▼
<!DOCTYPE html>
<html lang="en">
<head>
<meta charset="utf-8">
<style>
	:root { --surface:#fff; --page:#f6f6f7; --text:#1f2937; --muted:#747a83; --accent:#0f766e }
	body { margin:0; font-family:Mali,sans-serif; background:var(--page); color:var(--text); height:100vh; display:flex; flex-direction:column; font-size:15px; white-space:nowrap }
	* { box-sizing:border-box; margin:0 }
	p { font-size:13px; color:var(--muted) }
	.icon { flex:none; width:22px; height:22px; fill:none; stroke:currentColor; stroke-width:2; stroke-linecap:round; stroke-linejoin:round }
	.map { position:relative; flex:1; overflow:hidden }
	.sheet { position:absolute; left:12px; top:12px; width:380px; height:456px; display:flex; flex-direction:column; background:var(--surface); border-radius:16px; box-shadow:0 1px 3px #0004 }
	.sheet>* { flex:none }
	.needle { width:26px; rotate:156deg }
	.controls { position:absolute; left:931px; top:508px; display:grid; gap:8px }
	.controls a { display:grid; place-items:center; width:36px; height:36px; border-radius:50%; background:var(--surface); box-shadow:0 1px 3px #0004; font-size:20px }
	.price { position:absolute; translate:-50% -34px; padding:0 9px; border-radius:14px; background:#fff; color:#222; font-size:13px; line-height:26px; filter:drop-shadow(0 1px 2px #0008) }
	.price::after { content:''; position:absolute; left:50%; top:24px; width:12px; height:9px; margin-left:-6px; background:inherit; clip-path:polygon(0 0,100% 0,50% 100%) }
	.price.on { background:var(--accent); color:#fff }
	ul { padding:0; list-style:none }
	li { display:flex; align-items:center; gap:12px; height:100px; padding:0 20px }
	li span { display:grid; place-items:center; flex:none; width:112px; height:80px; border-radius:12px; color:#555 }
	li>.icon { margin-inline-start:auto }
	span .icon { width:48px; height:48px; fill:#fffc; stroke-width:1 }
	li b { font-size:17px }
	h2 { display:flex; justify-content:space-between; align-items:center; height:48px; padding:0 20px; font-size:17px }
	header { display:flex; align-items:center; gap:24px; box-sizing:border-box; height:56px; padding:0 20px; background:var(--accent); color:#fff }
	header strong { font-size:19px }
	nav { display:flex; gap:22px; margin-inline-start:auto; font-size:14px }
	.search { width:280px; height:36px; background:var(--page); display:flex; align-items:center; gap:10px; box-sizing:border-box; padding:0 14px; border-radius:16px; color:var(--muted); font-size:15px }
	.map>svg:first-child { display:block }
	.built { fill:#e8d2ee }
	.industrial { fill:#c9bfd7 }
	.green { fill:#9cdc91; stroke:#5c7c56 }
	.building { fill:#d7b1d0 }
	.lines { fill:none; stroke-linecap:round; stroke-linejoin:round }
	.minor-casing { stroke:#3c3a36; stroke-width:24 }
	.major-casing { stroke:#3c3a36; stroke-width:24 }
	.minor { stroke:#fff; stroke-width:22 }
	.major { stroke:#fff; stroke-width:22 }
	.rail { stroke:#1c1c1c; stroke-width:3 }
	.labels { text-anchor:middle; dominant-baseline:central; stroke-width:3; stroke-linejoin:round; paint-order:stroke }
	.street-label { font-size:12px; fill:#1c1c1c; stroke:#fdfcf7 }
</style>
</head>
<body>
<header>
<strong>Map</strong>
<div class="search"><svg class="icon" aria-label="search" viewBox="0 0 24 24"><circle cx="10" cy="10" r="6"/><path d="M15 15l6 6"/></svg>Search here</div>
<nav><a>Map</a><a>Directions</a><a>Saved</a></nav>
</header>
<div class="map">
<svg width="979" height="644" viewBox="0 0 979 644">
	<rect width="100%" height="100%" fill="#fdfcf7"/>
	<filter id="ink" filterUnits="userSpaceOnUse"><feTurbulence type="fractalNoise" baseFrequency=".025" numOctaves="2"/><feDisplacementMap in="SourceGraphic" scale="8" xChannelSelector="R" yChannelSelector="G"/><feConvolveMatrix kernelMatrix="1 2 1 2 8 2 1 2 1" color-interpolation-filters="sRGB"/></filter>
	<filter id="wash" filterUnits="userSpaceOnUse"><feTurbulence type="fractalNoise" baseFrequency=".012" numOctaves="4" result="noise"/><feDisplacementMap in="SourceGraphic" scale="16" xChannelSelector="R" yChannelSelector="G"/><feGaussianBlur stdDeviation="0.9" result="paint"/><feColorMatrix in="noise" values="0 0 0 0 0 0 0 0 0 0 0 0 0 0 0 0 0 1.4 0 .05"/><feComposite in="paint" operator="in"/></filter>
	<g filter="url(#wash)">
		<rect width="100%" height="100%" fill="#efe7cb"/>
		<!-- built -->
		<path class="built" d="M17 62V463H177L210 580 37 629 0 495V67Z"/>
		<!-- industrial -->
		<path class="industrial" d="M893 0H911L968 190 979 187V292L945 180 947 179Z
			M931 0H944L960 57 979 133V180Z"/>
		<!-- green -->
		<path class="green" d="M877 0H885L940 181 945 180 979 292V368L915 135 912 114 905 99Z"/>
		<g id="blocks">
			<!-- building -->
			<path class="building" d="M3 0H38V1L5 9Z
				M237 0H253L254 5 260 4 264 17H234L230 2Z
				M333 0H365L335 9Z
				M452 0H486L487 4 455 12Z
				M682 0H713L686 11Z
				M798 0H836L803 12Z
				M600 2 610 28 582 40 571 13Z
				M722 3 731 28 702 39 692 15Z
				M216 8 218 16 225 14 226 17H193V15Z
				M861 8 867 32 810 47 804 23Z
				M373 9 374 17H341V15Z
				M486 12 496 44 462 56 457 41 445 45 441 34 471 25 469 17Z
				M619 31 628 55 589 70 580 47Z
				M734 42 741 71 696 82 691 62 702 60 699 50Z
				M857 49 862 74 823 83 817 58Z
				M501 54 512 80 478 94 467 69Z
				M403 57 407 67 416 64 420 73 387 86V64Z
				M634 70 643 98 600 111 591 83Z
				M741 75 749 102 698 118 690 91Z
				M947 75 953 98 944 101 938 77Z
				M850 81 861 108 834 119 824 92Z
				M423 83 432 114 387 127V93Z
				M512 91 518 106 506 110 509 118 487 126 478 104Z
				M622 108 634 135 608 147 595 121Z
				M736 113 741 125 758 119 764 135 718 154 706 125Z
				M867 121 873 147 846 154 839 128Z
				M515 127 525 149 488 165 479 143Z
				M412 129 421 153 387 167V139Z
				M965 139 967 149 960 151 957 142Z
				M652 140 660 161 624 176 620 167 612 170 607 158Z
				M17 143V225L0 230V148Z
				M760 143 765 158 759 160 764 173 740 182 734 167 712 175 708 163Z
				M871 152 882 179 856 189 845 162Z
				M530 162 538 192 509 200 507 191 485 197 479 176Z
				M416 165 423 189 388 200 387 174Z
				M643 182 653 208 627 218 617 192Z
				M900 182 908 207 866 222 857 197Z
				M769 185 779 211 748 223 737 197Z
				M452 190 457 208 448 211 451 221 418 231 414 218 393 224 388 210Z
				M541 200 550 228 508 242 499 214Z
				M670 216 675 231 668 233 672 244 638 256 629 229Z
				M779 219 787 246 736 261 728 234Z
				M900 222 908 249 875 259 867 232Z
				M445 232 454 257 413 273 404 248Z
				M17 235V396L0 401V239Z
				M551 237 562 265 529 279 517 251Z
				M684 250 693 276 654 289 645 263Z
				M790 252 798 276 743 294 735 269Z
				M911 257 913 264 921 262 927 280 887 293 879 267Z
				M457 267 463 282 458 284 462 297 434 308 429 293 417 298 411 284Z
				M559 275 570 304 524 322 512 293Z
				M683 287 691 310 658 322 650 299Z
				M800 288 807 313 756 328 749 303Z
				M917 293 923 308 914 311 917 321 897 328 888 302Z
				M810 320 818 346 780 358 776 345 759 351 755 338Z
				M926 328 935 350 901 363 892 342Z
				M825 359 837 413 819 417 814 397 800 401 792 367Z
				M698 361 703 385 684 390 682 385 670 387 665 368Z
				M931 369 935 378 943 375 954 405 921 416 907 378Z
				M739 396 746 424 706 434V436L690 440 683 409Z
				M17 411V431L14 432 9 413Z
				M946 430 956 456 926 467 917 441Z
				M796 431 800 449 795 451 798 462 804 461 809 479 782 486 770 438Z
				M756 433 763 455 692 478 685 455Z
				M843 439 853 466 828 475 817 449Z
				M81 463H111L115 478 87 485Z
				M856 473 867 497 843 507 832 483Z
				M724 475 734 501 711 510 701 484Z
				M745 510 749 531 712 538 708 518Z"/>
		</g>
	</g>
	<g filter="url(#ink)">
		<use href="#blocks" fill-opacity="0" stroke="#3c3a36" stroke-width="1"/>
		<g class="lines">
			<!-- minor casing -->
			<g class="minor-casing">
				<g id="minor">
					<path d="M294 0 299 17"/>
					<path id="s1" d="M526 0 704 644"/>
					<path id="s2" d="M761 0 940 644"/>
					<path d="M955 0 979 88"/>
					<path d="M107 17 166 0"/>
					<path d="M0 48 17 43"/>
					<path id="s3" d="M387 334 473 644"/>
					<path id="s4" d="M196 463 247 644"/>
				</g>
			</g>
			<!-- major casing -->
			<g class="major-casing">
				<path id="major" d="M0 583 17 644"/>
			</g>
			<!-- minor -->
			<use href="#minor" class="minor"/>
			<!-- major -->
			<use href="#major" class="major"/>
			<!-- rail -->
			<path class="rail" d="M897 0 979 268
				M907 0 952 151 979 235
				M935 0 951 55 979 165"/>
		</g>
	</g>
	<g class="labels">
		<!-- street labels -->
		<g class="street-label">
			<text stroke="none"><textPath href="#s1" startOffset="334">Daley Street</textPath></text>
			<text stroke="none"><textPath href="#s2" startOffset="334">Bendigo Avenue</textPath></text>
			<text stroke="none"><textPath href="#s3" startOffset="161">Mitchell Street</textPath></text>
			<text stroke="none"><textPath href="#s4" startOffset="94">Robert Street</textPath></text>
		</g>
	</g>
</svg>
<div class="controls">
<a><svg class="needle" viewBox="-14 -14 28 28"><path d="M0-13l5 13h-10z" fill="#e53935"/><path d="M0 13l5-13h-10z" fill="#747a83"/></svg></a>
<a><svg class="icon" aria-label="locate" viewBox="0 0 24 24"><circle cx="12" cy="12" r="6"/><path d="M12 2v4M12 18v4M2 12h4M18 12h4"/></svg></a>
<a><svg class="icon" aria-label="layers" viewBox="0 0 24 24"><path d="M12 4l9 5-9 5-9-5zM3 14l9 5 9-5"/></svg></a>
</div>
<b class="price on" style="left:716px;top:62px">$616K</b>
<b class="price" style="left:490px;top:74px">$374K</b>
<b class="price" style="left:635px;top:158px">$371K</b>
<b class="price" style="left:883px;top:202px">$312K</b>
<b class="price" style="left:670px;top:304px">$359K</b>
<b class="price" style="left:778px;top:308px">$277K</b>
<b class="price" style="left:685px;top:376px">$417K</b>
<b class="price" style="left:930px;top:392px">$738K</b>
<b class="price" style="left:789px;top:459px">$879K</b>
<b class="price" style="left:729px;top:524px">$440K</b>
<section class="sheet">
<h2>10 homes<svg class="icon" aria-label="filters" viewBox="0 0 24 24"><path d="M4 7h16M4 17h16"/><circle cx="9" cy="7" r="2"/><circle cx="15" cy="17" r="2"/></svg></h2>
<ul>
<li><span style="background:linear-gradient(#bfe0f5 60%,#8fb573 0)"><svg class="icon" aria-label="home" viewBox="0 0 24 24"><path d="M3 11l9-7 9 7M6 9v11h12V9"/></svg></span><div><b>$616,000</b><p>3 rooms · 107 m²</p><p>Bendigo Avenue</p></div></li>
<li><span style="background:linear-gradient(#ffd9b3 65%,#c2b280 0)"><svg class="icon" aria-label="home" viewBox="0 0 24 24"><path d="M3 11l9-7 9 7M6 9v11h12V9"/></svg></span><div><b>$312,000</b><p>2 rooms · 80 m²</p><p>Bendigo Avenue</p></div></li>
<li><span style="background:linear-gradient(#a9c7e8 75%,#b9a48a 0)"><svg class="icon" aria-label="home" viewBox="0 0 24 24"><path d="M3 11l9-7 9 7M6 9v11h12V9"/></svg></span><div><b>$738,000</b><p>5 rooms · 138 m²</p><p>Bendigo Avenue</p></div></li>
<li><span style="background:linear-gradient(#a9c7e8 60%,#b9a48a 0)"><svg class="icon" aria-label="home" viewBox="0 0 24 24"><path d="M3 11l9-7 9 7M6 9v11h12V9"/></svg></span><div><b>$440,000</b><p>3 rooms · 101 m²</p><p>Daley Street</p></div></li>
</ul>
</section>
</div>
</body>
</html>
▲
Wherever the string "column" appears in the listing above, show the whole line.

Written answer:
	body { margin:0; font-family:Mali,sans-serif; background:var(--page); color:var(--text); height:100vh; display:flex; flex-direction:column; font-size:15px; white-space:nowrap }
	.sheet { position:absolute; left:12px; top:12px; width:380px; height:456px; display:flex; flex-direction:column; background:var(--surface); border-radius:16px; box-shadow:0 1px 3px #0004 }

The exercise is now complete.